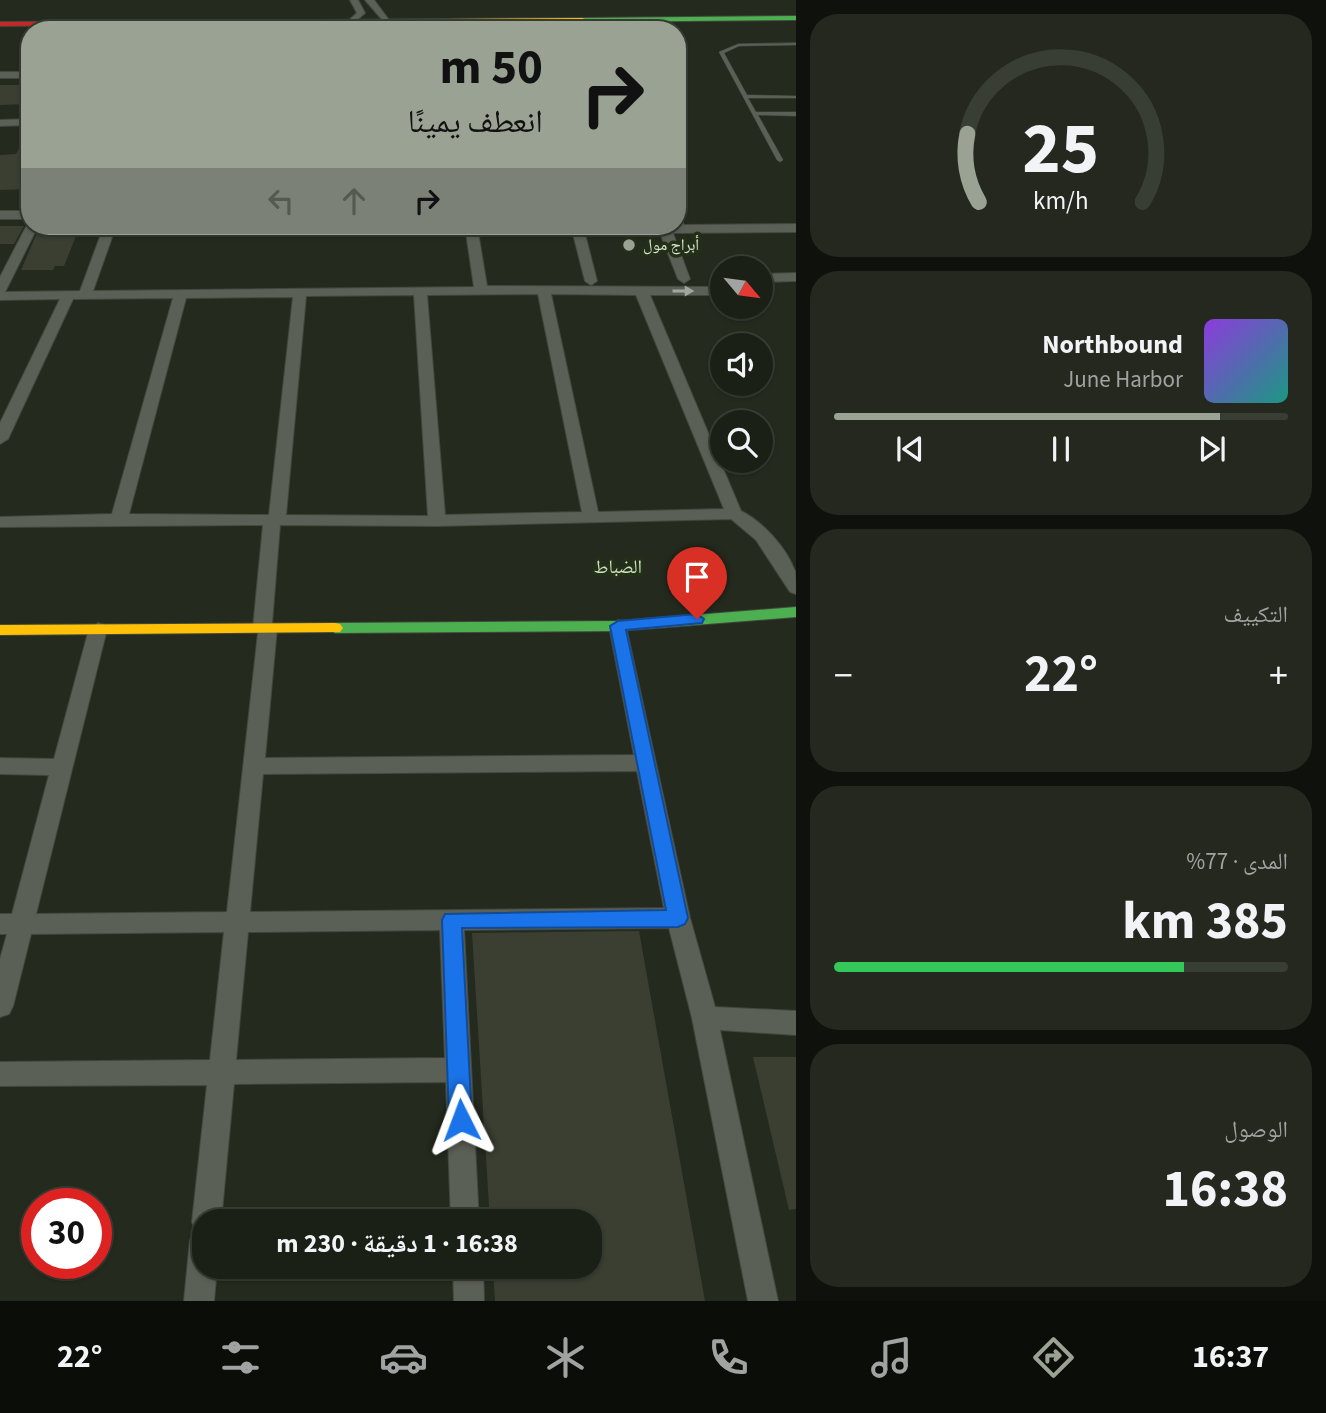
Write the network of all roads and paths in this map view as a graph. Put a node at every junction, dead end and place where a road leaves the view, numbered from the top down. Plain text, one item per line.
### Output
1 (354, 0) edge
2 (369, 0) edge
3 (796, 18) edge
4 (352, 21) edge
5 (388, 21) edge
6 (491, 21) edge
7 (0, 24) edge
8 (21, 24) edge
9 (796, 28) edge
10 (686, 29) edge
11 (0, 32) edge
12 (21, 32) edge
13 (796, 44) edge
14 (0, 75) edge
15 (21, 75) edge
16 (745, 96) junction
17 (796, 97) edge
18 (754, 113) junction
19 (796, 114) edge
20 (0, 122) edge
21 (21, 122) edge
22 (780, 160) dead end
23 (0, 215) edge
24 (21, 215) edge
25 (796, 228) edge
26 (686, 229) edge
27 (28, 235) edge
28 (107, 235) edge
29 (472, 235) edge
30 (580, 235) edge
31 (668, 235) edge
32 (710, 278) edge
33 (774, 278) edge
34 (796, 278) edge
35 (684, 279) junction
36 (591, 281) junction
37 (0, 290) edge
38 (481, 290) junction
39 (517, 290) junction
40 (796, 290) edge
41 (420, 291) junction
42 (710, 291) edge
43 (774, 291) edge
44 (544, 292) junction
45 (642, 292) junction
46 (300, 294) junction
47 (180, 295) junction
48 (0, 296) edge
49 (68, 296) junction
50 (85, 296) junction
51 (0, 439) edge
52 (734, 514) junction
53 (592, 517) junction
54 (119, 519) junction
55 (274, 521) junction
56 (437, 521) junction
57 (0, 522) edge
58 (796, 588) edge
59 (796, 612) edge
60 (618, 626) junction
61 (265, 628) junction
62 (98, 629) junction
63 (0, 630) edge
64 (646, 763) junction
65 (0, 766) edge
66 (254, 766) junction
67 (62, 767) junction
68 (678, 918) junction
69 (452, 920) junction
70 (237, 922) junction
71 (11, 924) edge
72 (0, 1006) edge
73 (705, 1018) junction
74 (796, 1023) edge
75 (458, 1070) junction
76 (221, 1072) junction
77 (0, 1074) edge
78 (207, 1209) edge
79 (465, 1209) edge
80 (201, 1279) edge
81 (468, 1279) edge
82 (199, 1301) edge
83 (469, 1301) edge
84 (763, 1301) edge

1 - 2 street
1 - 4 street
2 - 5 street
3 - 6 main road
7 - 8 main road
9 - 10 main road
11 - 12 main road
13 - 16 lane
14 - 15 street
16 - 17 lane
16 - 18 lane
18 - 19 lane
18 - 22 lane
20 - 21 street
23 - 24 street
25 - 26 street
27 - 37 street
28 - 50 street
29 - 38 street
30 - 36 street
31 - 35 street
32 - 35 street
33 - 34 street
35 - 36 street
36 - 39 street
38 - 39 street
38 - 41 street
39 - 44 street
40 - 43 street
41 - 46 street
41 - 56 street
45 -> 42 street
44 - 45 street
44 - 53 street
45 - 52 street
46 - 47 street
46 - 55 street
47 - 50 street
47 - 54 street
48 - 49 street
49 - 50 street
49 - 51 street
52 - 53 street
52 - 58 street
53 - 56 street
54 - 55 street
54 - 57 street
55 - 56 street
55 - 61 street
59 - 60 main road
60 - 61 main road
60 - 64 street
61 - 62 main road
61 - 66 street
62 - 63 main road
62 - 67 street
64 - 66 street
64 - 68 street
65 - 67 street
66 - 70 street
67 - 71 street
68 - 69 street
68 - 73 street
69 - 70 street
69 - 75 street
70 - 71 street
70 - 76 street
71 - 72 street
73 - 74 street
73 - 84 street
75 - 76 street
75 - 79 street
76 - 77 street
76 - 78 street
80 - 82 street
81 - 83 street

★ ★ ★ ★ ★

# [Your instructions]
When a line in the listing above holds the word "lane", copy it.

# [Response area]
13 - 16 lane
16 - 17 lane
16 - 18 lane
18 - 19 lane
18 - 22 lane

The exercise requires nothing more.